In a recent study, researchers uncovered a unique mechanism in which gut microbes have the ability to influence the immune response against nearby liver tumors. This study was observed in mice, and the results were published December 15, 2020 in Cancer Discovery. This research shows how specific diseases that weaken the protective lining of the gut barrier may aggravate certain liver cancers like cholangiocarcinoma. [1]

Anatomically speaking, the liver sits on top of the stomach which are both connected via a portal vein, meaning that the liver could be potentially susceptible to any of the gut microbes. It’s also been found that multiple other diseases that affect the gut, such as primary sclerosing cholangitis (PSC) and colitis, are associated with an increased risk for cholangiocarcinoma as well.

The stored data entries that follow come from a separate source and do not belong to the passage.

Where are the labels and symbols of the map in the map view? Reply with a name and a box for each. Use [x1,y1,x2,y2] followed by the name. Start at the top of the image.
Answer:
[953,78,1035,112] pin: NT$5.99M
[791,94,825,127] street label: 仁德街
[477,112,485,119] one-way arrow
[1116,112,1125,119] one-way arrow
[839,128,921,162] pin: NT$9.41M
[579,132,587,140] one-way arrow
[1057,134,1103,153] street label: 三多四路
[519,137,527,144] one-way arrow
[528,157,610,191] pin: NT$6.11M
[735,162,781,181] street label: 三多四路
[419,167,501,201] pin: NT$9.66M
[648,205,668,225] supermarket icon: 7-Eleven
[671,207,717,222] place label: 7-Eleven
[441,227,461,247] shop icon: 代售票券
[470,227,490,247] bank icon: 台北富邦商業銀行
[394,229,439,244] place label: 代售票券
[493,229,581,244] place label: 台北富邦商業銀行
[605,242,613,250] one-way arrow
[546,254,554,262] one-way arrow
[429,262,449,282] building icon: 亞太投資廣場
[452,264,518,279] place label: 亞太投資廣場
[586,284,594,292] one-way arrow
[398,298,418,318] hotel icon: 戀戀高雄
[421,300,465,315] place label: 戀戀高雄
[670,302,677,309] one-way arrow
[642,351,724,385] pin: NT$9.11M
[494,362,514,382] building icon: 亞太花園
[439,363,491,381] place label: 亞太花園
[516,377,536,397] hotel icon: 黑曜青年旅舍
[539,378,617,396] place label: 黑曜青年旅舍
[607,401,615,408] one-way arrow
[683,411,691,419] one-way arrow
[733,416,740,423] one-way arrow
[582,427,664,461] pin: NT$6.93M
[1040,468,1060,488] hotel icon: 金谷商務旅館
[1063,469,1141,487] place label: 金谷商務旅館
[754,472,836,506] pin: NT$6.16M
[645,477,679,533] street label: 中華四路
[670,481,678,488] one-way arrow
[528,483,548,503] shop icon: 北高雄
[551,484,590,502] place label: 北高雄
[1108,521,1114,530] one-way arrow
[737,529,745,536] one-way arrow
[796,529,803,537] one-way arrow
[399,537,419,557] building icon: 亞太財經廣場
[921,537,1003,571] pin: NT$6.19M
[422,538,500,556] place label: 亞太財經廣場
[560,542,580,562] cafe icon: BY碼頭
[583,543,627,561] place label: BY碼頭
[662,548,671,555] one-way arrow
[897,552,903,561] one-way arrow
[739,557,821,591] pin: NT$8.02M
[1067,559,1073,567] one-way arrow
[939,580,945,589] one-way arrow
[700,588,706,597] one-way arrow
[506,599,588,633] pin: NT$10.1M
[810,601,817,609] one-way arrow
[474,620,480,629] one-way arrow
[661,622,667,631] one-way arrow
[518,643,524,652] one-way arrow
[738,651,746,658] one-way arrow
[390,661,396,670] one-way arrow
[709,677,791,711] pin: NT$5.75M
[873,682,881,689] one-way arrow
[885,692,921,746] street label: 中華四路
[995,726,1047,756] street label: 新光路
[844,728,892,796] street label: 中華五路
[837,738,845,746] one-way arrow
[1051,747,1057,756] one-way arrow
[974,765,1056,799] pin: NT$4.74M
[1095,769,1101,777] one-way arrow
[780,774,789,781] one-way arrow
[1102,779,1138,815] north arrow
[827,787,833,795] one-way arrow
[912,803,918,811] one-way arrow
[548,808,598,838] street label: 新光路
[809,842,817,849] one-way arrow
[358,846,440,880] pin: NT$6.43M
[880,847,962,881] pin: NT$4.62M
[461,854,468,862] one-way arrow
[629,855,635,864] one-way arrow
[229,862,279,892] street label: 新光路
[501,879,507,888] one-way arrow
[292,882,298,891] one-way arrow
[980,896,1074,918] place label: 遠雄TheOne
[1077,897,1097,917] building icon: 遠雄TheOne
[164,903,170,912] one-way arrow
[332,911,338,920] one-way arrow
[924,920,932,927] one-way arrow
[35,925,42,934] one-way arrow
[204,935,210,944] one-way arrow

Many similar studies over the years have found evidence to support that gut microbes do in fact influence the immune system in many ways, including the ability to suppress tumor growth. A lot of recent research has been exploring the influence that these gut microbes have on liver tumors in general.

 

Researching The Effect Of Myeloid Cells

The research team conducted multiple experiments showing that immune-suppressing cells, called myeloid cells, can accumulate on the liver with a leaky gut barrier in mouse models. Myeloid cells are usually found near tumors, and are also known for immune-suppression activities, so they’re thought to facilitate tumor growth. The results supported this assumption, showing that mice with gut diseases had increased levels of myeloid cells in the liver, and subsequent tumor growth.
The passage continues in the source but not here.